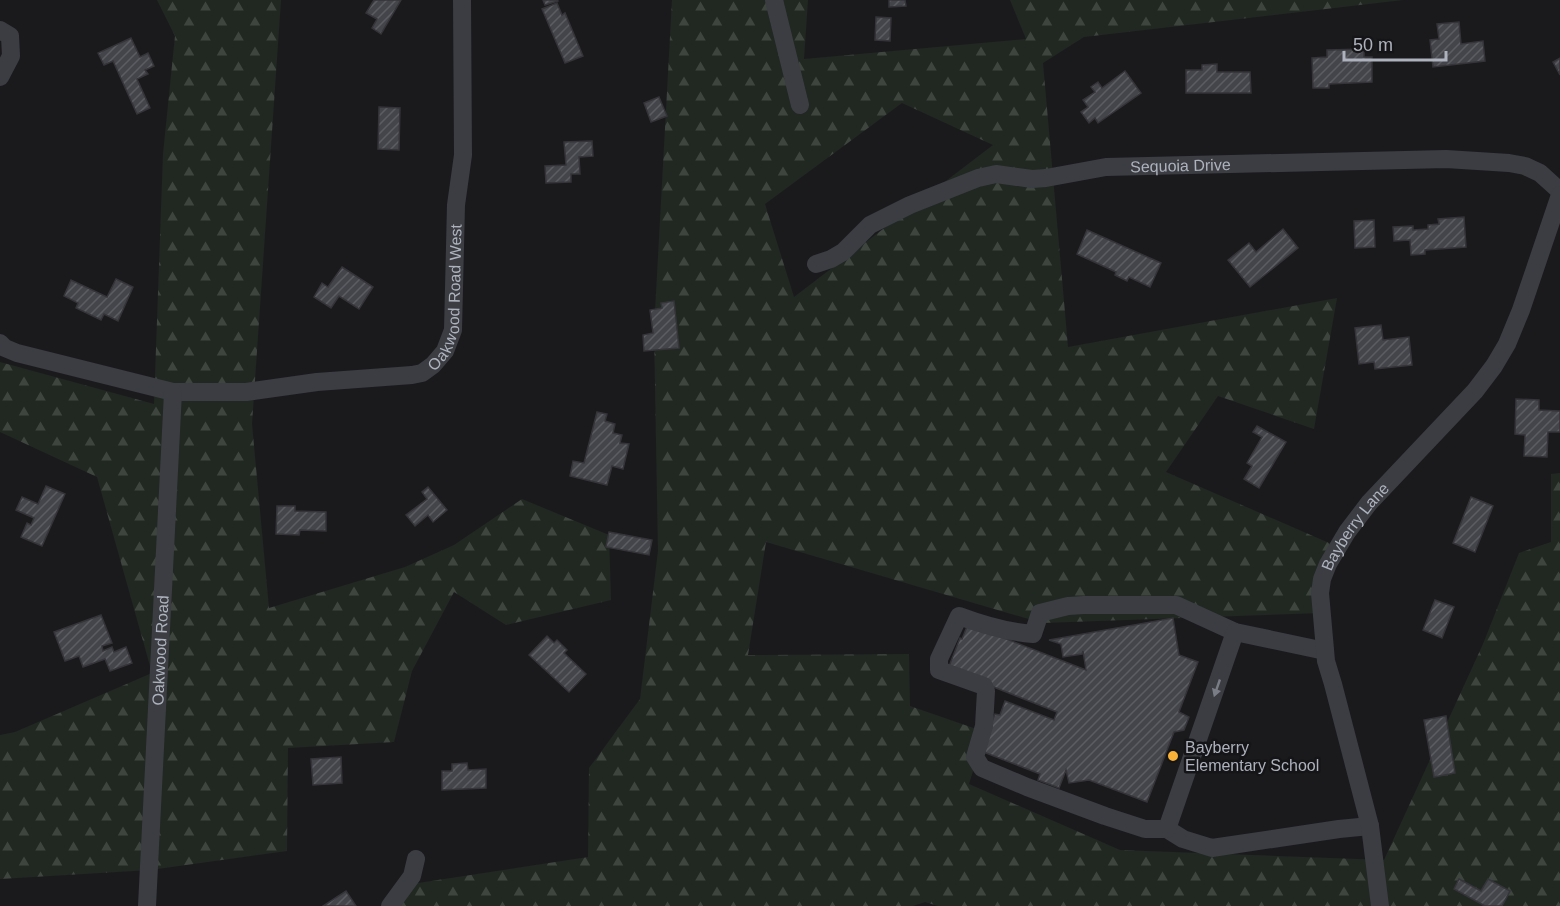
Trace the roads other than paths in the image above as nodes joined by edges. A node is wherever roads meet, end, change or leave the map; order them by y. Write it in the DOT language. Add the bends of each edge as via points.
graph roads {
  1 [pos="462,0"];
  2 [pos="774,0"];
  3 [pos="0,30"];
  4 [pos="0,76"];
  5 [pos="800,105"];
  6 [pos="1560,193"];
  7 [pos="816,264"];
  8 [pos="0,343"];
  9 [pos="173,392"];
  10 [pos="1235,632"];
  11 [pos="1325,651"];
  12 [pos="1370,826"];
  13 [pos="1167,829"];
  14 [pos="416,860"];
  15 [pos="147,906"];
  16 [pos="390,906"];
  17 [pos="1380,906"];
  1 -- 9 [label="street, Oakwood Road West" via="463,156 456,206 453,330 445,351 422,373 411,375 246,392"];
  2 -- 5 [label="street"];
  3 -- 4 [label="street" via="10,36 11,56"];
  6 -- 7 [label="street, Sequoia Drive" via="1540,173 1525,166 1446,159 1106,167 1032,179 996,174 910,205 870,225 843,252"];
  6 -- 11 [label="street, Bayberry Lane" via="1521,310 1494,366 1370,503 1328,564 1320,593"];
  8 -- 9 [label="street, Oakwood Road West" via="17,353"];
  9 -- 15 [label="street, Oakwood Road"];
  10 -- 11 [label="street"];
  10 -- 13 [label="street, one-way"];
  10 -- 13 [label="street" via="1176,605 1068,606 1040,613 1033,634 999,629 958,616 939,659 939,670 984,686 986,691 984,726 975,757 982,768 1105,816 1145,829"];
  11 -- 12 [label="street, Bayberry Lane"];
  12 -- 13 [label="street" via="1212,848"];
  12 -- 17 [label="street, Bayberry Lane"];
  14 -- 16 [label="street" via="411,876"];
}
=====
Exercise prompt:
Output all of the data above exactly; no pictures should appear.

Answer to this problem:
Trace the roads other than paths in the image above as nodes joined by edges. A node is wherever roads meet, end, change or leave the map; order them by y. Write it in the DOT language. Add the bends of each edge as via points.
graph roads {
  1 [pos="462,0"];
  2 [pos="774,0"];
  3 [pos="0,30"];
  4 [pos="0,76"];
  5 [pos="800,105"];
  6 [pos="1560,193"];
  7 [pos="816,264"];
  8 [pos="0,343"];
  9 [pos="173,392"];
  10 [pos="1235,632"];
  11 [pos="1325,651"];
  12 [pos="1370,826"];
  13 [pos="1167,829"];
  14 [pos="416,860"];
  15 [pos="147,906"];
  16 [pos="390,906"];
  17 [pos="1380,906"];
  1 -- 9 [label="street, Oakwood Road West" via="463,156 456,206 453,330 445,351 422,373 411,375 246,392"];
  2 -- 5 [label="street"];
  3 -- 4 [label="street" via="10,36 11,56"];
  6 -- 7 [label="street, Sequoia Drive" via="1540,173 1525,166 1446,159 1106,167 1032,179 996,174 910,205 870,225 843,252"];
  6 -- 11 [label="street, Bayberry Lane" via="1521,310 1494,366 1370,503 1328,564 1320,593"];
  8 -- 9 [label="street, Oakwood Road West" via="17,353"];
  9 -- 15 [label="street, Oakwood Road"];
  10 -- 11 [label="street"];
  10 -- 13 [label="street, one-way"];
  10 -- 13 [label="street" via="1176,605 1068,606 1040,613 1033,634 999,629 958,616 939,659 939,670 984,686 986,691 984,726 975,757 982,768 1105,816 1145,829"];
  11 -- 12 [label="street, Bayberry Lane"];
  12 -- 13 [label="street" via="1212,848"];
  12 -- 17 [label="street, Bayberry Lane"];
  14 -- 16 [label="street" via="411,876"];
}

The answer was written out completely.